PRESS RELEASE FOR 2023 PROGRAM

Women’s Empowerment Draft builds K-12 fanbase through pro-sports traditions

A college-led program continues to build enthusiasm for Women’s History Month by borrowing iconic traditions from professional sports. The 2023 Women’s Empowerment Draft will feature daily social media tributes to female trailblazers with portraits in the color palette of nearby professional basketball teams. The program’s inaugural year was featured on the NFL Network’s NFL360 in 2020, as thirty-two college students celebrated icons, wearing colorful football jerseys emblazoned with those icons’ faces in the color palette of that region’s NFL team. 


This year’s draft seeks to involve thirty K-12 schools, fittingly named for trailblazing women and located in regions with professional basketball teams. For instance, PS8 Elementary of Brooklyn was recently named for Emily Warren Roebling. On March 31, the W.E. Draft will post a tribute including Roebling’s important role in the construction of the Brooklyn Bridge. The program also features sports-inspired trading cards and basketball jerseys featuring Roebling in the colors of the nearby professional basketball team.

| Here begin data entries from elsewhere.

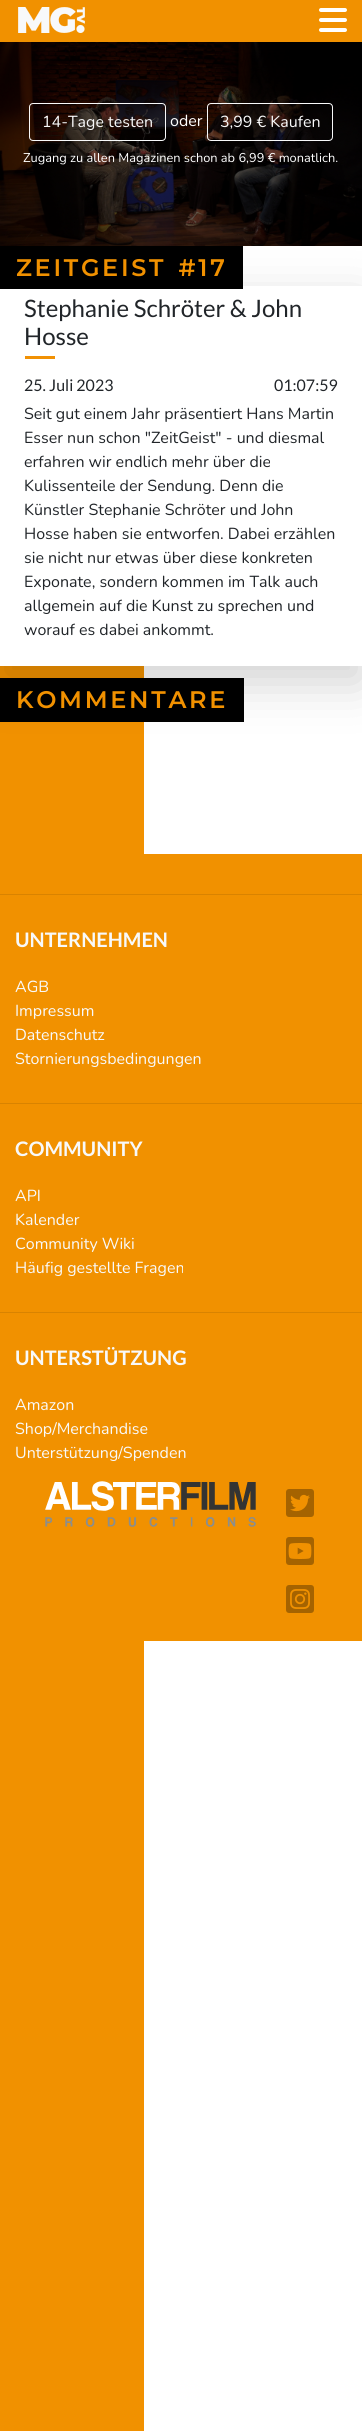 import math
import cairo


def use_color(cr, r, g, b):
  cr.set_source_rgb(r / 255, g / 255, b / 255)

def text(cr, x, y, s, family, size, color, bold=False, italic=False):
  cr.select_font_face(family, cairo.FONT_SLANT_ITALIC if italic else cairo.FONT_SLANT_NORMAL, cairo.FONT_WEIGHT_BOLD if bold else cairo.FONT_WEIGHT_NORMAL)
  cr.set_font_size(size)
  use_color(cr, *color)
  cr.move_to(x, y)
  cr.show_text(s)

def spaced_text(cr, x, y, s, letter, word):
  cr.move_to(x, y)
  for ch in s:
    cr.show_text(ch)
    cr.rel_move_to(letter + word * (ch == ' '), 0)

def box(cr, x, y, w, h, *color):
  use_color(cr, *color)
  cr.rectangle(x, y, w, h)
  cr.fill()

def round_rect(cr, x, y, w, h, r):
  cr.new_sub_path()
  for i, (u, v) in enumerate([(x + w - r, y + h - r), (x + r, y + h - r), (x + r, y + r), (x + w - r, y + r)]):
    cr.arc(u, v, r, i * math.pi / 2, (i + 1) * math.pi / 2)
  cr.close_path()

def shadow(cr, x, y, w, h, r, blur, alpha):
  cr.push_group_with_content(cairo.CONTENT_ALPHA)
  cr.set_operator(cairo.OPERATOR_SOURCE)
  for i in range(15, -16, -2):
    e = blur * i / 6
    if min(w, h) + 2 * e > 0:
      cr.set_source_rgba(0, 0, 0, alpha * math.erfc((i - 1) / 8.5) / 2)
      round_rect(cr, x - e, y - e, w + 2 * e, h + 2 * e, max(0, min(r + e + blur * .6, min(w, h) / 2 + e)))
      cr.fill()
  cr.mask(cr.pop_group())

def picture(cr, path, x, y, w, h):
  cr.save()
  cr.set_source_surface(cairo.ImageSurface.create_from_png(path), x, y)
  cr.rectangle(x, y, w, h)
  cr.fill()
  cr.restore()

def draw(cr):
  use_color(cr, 255, 255, 255)
  cr.paint()
  box(cr, 0, 0, 362, 42, 241, 145, 0)
  picture(cr, "img_01.png", 18, 7, 67, 26)
  use_color(cr, 255, 255, 255)
  round_rect(cr, 319, 18, 28, 4, 2)
  cr.fill()
  round_rect(cr, 319, 8, 28, 4, 2)
  cr.fill()
  round_rect(cr, 319, 28, 28, 4, 2)
  cr.fill()
  box(cr, 0, 666, 144, 1765, 241, 145, 0)
  use_color(cr, 0, 0, 0)
  shadow(cr, 0, 302, 362, 380, 0, 24, 0.18)
  picture(cr, "img_02.png", 0, 42, 362, 204)
  round_rect(cr, 29.5, 103.5, 136, 37, 3.5)
  use_color(cr, 248, 249, 250)
  cr.set_line_width(1)
  cr.stroke()
  round_rect(cr, 207.5, 103.5, 125, 37, 3.5)
  cr.stroke()
  box(cr, 0, 286, 362, 380, 255, 255, 255)
  box(cr, 0, 246, 243, 43, 0, 0, 0)
  box(cr, 25, 356, 30, 3, 241, 145, 4)
  box(cr, 0, 678, 244, 44, 0, 0, 0)
  box(cr, 144, 854, 218, 787, 241, 145, 0)
  box(cr, 0, 894, 362, 1, 217, 131, 0)
  box(cr, 0, 1103, 362, 1, 217, 131, 0)
  box(cr, 0, 1312, 362, 1, 217, 131, 0)
  picture(cr, "img_03.png", 45, 1481, 211, 46)
  picture(cr, "img_04.png", 286, 1489, 28, 28)
  picture(cr, "img_05.png", 286, 1537, 28, 28)
  picture(cr, "img_06.png", 286, 1585, 28, 28)
  text(cr, 42, 127, "14-Tage testen", "Nunito ExtraLight", 16, (248, 249, 250))
  text(cr, 170, 126, "oder", "Nunito ExtraLight", 16, (255, 255, 255))
  text(cr, 220, 127, "3,99 € Kaufen", "Nunito ExtraLight", 16, (248, 249, 250))
  text(cr, 23, 162, "Zugang zu allen Magazinen schon ab 6,99 € monatlich.", "Nunito ExtraLight", 12.8, (255, 255, 255))
  cr.select_font_face("Montserrat Thin")
  cr.set_font_size(24)
  use_color(cr, 241, 145, 0)
  spaced_text(cr, 16, 276, "ZEITGEIST #17", 2.7, 3)
  text(cr, 24, 317, "Stephanie Schröter & John", "Lato", 24, (33, 37, 41))
  text(cr, 24, 345, "Hosse", "Lato", 24, (33, 37, 41))
  text(cr, 24, 391, "25. Juli 2023", "Lato", 16, (33, 37, 41))
  text(cr, 274, 391, "01:07:59", "Lato", 16, (33, 37, 41))
  text(cr, 24, 419, "Seit gut einem Jahr präsentiert Hans Martin", "Nunito ExtraLight", 16, (33, 37, 41))
  text(cr, 24, 443, "Esser nun schon \"ZeitGeist\" - und diesmal", "Nunito ExtraLight", 16, (33, 37, 41))
  text(cr, 24, 467, "erfahren wir endlich mehr über die", "Nunito ExtraLight", 16, (33, 37, 41))
  text(cr, 24, 491, "Kulissenteile der Sendung. Denn die", "Nunito ExtraLight", 16, (33, 37, 41))
  text(cr, 24, 515, "Künstler Stephanie Schröter und John", "Nunito ExtraLight", 16, (33, 37, 41))
  text(cr, 24, 539, "Hosse haben sie entworfen. Dabei erzählen", "Nunito ExtraLight", 16, (33, 37, 41))
  text(cr, 24, 563, "sie nicht nur etwas über diese konkreten", "Nunito ExtraLight", 16, (33, 37, 41))
  text(cr, 24, 587, "Exponate, sondern kommen im Talk auch", "Nunito ExtraLight", 16, (33, 37, 41))
  text(cr, 24, 611, "allgemein auf die Kunst zu sprechen und", "Nunito ExtraLight", 16, (33, 37, 41))
  text(cr, 24, 635, "worauf es dabei ankommt.", "Nunito ExtraLight", 16, (33, 37, 41))
  cr.select_font_face("Montserrat Thin")
  cr.set_font_size(24)
  use_color(cr, 241, 145, 0)
  spaced_text(cr, 16, 708, "KOMMENTARE", 2.7, 0)
  text(cr, 15, 947, "UNTERNEHMEN", "Lato", 20, (248, 249, 250), bold=True)
  text(cr, 15, 992, "AGB", "Nunito ExtraLight", 16, (248, 249, 250))
  text(cr, 15, 1016, "Impressum", "Nunito ExtraLight", 16, (248, 249, 250))
  text(cr, 15, 1040, "Datenschutz", "Nunito ExtraLight", 16, (248, 249, 250))
  text(cr, 15, 1064, "Stornierungsbedingungen", "Nunito ExtraLight", 16, (248, 249, 250))
  text(cr, 15, 1156, "COMMUNITY", "Lato", 20, (248, 249, 250), bold=True)
  text(cr, 15, 1201, "API", "Nunito ExtraLight", 16, (248, 249, 250))
  text(cr, 15, 1225, "Kalender", "Nunito ExtraLight", 16, (248, 249, 250))
  text(cr, 15, 1249, "Community Wiki", "Nunito ExtraLight", 16, (248, 249, 250))
  text(cr, 15, 1273, "Häufig gestellte Fragen", "Nunito ExtraLight", 16, (248, 249, 250))
  text(cr, 15, 1365, "UNTERSTÜTZUNG", "Lato", 20, (248, 249, 250), bold=True)
  text(cr, 15, 1410, "Amazon", "Nunito ExtraLight", 16, (248, 249, 250))
  text(cr, 15, 1434, "Shop/Merchandise", "Nunito ExtraLight", 16, (248, 249, 250))
  text(cr, 15, 1458, "Unterstützung/Spenden", "Nunito ExtraLight", 16, (248, 249, 250))


surface = cairo.ImageSurface(cairo.FORMAT_RGB24, 362, 2431)
cr = cairo.Context(surface)
options = cairo.FontOptions()
options.set_hint_metrics(cairo.HINT_METRICS_OFF)
options.set_hint_style(cairo.HINT_STYLE_NONE)
cr.set_font_options(options)
cr.set_miter_limit(4)
draw(cr)
surface.write_to_png("out.png") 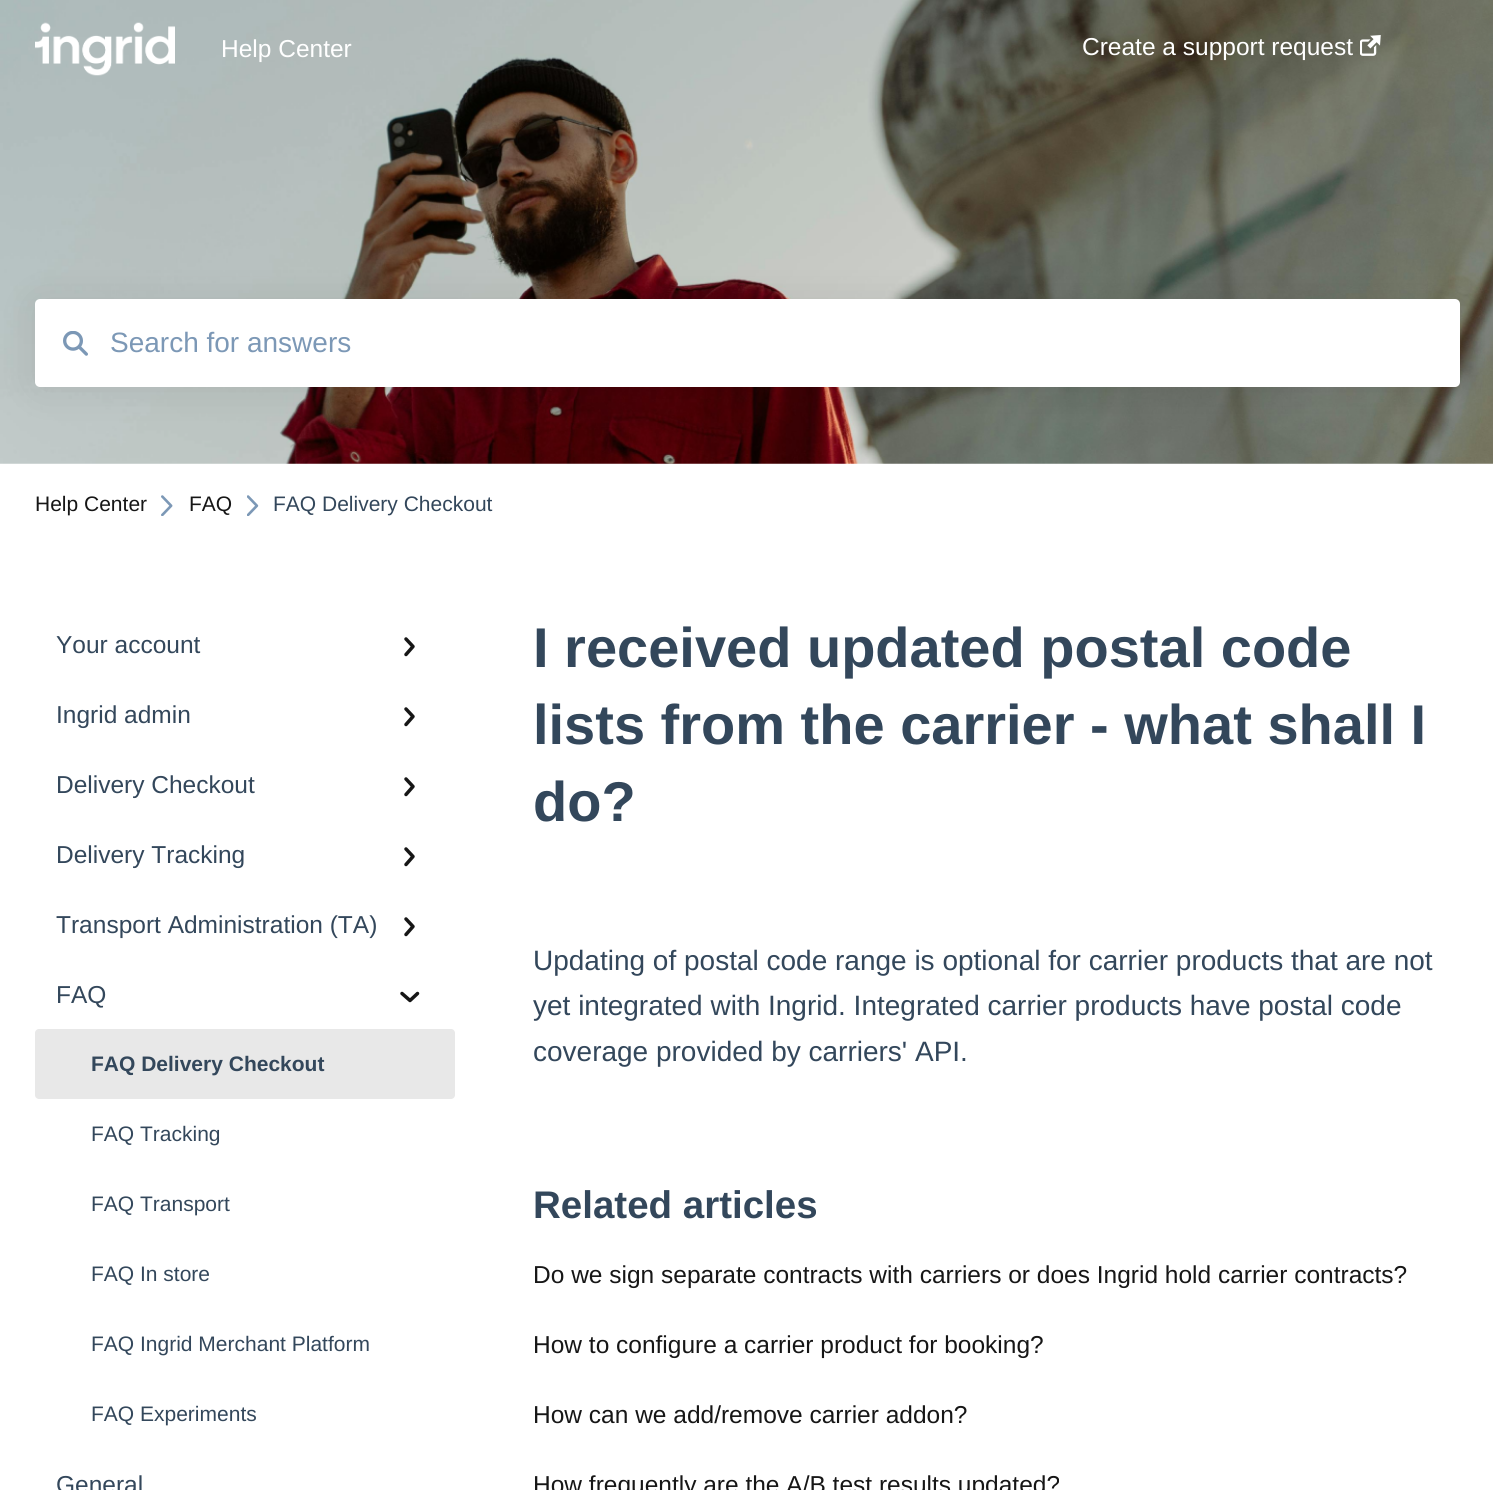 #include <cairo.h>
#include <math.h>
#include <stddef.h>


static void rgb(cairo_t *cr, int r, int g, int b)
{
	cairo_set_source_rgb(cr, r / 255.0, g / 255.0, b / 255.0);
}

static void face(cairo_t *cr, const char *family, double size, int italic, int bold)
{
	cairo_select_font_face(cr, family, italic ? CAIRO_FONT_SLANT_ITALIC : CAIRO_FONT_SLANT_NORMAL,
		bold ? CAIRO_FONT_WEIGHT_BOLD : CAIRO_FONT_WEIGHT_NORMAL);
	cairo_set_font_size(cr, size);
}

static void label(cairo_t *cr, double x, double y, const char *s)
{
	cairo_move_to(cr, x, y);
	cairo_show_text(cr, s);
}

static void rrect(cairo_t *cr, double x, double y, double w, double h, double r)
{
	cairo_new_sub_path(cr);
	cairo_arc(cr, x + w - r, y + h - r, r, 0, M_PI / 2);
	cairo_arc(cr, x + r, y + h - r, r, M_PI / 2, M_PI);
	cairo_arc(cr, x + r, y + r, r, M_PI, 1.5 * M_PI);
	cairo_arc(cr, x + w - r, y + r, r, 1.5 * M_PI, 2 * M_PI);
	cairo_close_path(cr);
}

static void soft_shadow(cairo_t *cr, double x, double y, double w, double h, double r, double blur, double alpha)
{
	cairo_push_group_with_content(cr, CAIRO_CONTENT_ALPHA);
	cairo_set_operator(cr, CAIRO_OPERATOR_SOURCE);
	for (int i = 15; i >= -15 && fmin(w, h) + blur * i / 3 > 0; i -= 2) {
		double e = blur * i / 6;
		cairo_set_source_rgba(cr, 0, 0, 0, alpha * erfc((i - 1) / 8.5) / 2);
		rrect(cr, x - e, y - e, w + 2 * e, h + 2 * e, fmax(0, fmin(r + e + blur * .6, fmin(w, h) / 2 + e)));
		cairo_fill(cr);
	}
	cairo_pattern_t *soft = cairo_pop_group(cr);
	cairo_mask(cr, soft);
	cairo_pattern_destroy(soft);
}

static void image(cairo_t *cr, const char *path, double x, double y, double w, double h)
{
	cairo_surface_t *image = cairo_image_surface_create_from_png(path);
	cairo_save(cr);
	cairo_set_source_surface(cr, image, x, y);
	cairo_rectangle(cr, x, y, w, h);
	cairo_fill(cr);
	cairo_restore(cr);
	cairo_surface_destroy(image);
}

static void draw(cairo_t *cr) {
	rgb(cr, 255, 255, 255);
	cairo_paint(cr);
	image(cr, "image2.png", 0, 0, 1493, 464);
	image(cr, "image0.png", 35, 22, 140, 54);
	face(cr, "Liberation Sans", 24.5, 0, 0);
	rgb(cr, 255, 255, 255);
	label(cr, 221, 57, "Help Center");
	label(cr, 1082, 55, "Create a support request");
	image(cr, "image1.png", 1360, 35, 21, 21);
	rgb(cr, 0, 0, 0);
	soft_shadow(cr, 35, 301, 1425, 88, 5, 21, 0.08);
	rgb(cr, 255, 255, 255);
	rrect(cr, 35, 299, 1425, 88, 5);
	cairo_fill(cr);
	image(cr, "image3.png", 63, 331, 25, 25);
	face(cr, "Liberation Sans", 28, 0, 0);
	rgb(cr, 124, 152, 182);
	label(cr, 110, 352, "Search for answers");
	face(cr, "Liberation Sans", 21, 0, 0);
	rgb(cr, 22, 22, 22);
	label(cr, 35, 511, "Help Center");
	image(cr, "image4.png", 161, 495, 12, 21);
	label(cr, 189, 511, "FAQ");
	image(cr, "image5.png", 247, 495, 12, 21);
	rgb(cr, 51, 71, 91);
	label(cr, 273, 511, "FAQ Delivery Checkout");
	face(cr, "Liberation Sans", 24.5, 0, 0);
	label(cr, 56, 653, "Your account");
	cairo_new_path(cr);
	cairo_move_to(cr, 406, 639);
	cairo_line_to(cr, 413, 646.5);
	cairo_line_to(cr, 406, 654.5);
	rgb(cr, 22, 22, 22);
	cairo_set_line_width(cr, 3.5);
	cairo_set_line_cap(cr, CAIRO_LINE_CAP_ROUND);
	cairo_set_line_join(cr, CAIRO_LINE_JOIN_ROUND);
	cairo_stroke(cr);
	rgb(cr, 51, 71, 91);
	label(cr, 56, 723, "Ingrid admin");
	cairo_new_path(cr);
	cairo_move_to(cr, 406, 709);
	cairo_line_to(cr, 413, 716.5);
	cairo_line_to(cr, 406, 724.5);
	rgb(cr, 22, 22, 22);
	cairo_stroke(cr);
	rgb(cr, 51, 71, 91);
	label(cr, 56, 793, "Delivery Checkout");
	cairo_new_path(cr);
	cairo_move_to(cr, 406, 779);
	cairo_line_to(cr, 413, 786.5);
	cairo_line_to(cr, 406, 794.5);
	rgb(cr, 22, 22, 22);
	cairo_stroke(cr);
	rgb(cr, 51, 71, 91);
	label(cr, 56, 863, "Delivery Tracking");
	cairo_new_path(cr);
	cairo_move_to(cr, 406, 849);
	cairo_line_to(cr, 413, 856.5);
	cairo_line_to(cr, 406, 864.5);
	rgb(cr, 22, 22, 22);
	cairo_stroke(cr);
	rgb(cr, 51, 71, 91);
	label(cr, 56, 933, "Transport Administration (TA)");
	cairo_new_path(cr);
	cairo_move_to(cr, 406, 919);
	cairo_line_to(cr, 413, 926.5);
	cairo_line_to(cr, 406, 934.5);
	rgb(cr, 22, 22, 22);
	cairo_stroke(cr);
	rgb(cr, 51, 71, 91);
	label(cr, 56, 1003, "FAQ");
	cairo_new_path(cr);
	cairo_move_to(cr, 417.5, 993.5);
	cairo_line_to(cr, 410, 1000.5);
	cairo_line_to(cr, 402, 993.5);
	rgb(cr, 22, 22, 22);
	cairo_stroke(cr);
	rgb(cr, 232, 232, 232);
	rrect(cr, 35, 1029, 420, 70, 4);
	cairo_fill(cr);
	face(cr, "Liberation Sans", 21, 0, 1);
	rgb(cr, 51, 71, 91);
	label(cr, 91, 1071, "FAQ Delivery Checkout");
	face(cr, "Liberation Sans", 21, 0, 0);
	label(cr, 91, 1141, "FAQ Tracking");
	label(cr, 91, 1211, "FAQ Transport");
	label(cr, 91, 1281, "FAQ In store");
	label(cr, 91, 1351, "FAQ Ingrid Merchant Platform");
	label(cr, 91, 1421, "FAQ Experiments");
	face(cr, "Liberation Sans", 24.5, 0, 0);
	label(cr, 56, 1493, "General");
	face(cr, "Liberation Sans", 56, 0, 1);
	label(cr, 533, 667, "I received updated postal code");
	label(cr, 533, 744, "lists from the carrier - what shall I");
	label(cr, 533, 821, "do?");
	face(cr, "Liberation Sans", 28, 0, 0);
	label(cr, 533, 970, "Updating of postal code range is optional for carrier products that are not");
	label(cr, 533, 1015, "yet integrated with Ingrid. Integrated carrier products have postal code");
	label(cr, 533, 1061, "coverage provided by carriers' API.");
	face(cr, "Liberation Sans", 38.5, 0, 1);
	label(cr, 533, 1218, "Related articles");
	face(cr, "Liberation Sans", 24.5, 0, 0);
	rgb(cr, 22, 22, 22);
	label(cr, 533, 1283, "Do we sign separate contracts with carriers or does Ingrid hold carrier contracts?");
	label(cr, 533, 1353, "How to configure a carrier product for booking?");
	label(cr, 533, 1423, "How can we add/remove carrier addon?");
	label(cr, 533, 1493, "How frequently are the A/B test results updated?");
}

int main(void) {
	cairo_surface_t *surface = cairo_image_surface_create(CAIRO_FORMAT_RGB24, 1493, 1490);
	cairo_t *cr = cairo_create(surface);
	cairo_font_options_t *options = cairo_font_options_create();
	cairo_font_options_set_hint_metrics(options, CAIRO_HINT_METRICS_OFF);
	cairo_font_options_set_hint_style(options, CAIRO_HINT_STYLE_NONE);
	cairo_set_font_options(cr, options);
	cairo_set_miter_limit(cr, 4);
	draw(cr);
	cairo_surface_write_to_png(surface, "render.png");
	cairo_font_options_destroy(options);
	cairo_destroy(cr);
	cairo_surface_destroy(surface);
	return 0;
}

The program is produced as an extracurricular internship at NYC’s The New School, where college students researched icons and schools from their own hometown. Junior Eliane Baijal of Washington DC researched and chose to honor Ida B. Wells after discovering a namesake school in her hometown. Aishwarya Moudgal of Dublin, CA reached out to both Amy Imai Elementary and Betty Reid Soskin Middle School, both Bay Area schools to participate. First-year student Caia Hammons-Giesecke will be raising awareness about Clara Brown Entrepreneurial Academy’s namesake in Aurora, Colorado. The portraits were commissioned by artist Rori, of St. Louis, MO. Dan Napolitano, Chief of Staff at The New School, serves as the founding director of the program. 

“The program’s value is in building a culture shift in hero worship,” shared Napolitano. “Boys and girls wear sports jerseys of male athletes but we need to raise up new voices in creative ways.” Napolitano notes a struggle to identify schools named for women when most states have less than 4 percent named for a female icon compared to roughly 15 percent named for men, and over 30 percent named for towns named for men. Some cities researched had only one or two possible choices named for women.

The college students are seeking supporters to share the daily posts and plan to openly invite the NBA, WNBA, Nike, and other sports-related companies to share the daily tributes tagging #WEDraft2023. Most importantly, by partnering with 30 K-12 schools, the college students hope those teachers, students, and families will take personal pride in sharing the star power of their school’s namesake. 

“It is a grassroots effort,” added Eliane Baijal, “It combines art, history, equity, and the power of community organizing to turn a name above the school entryway into a superstar.”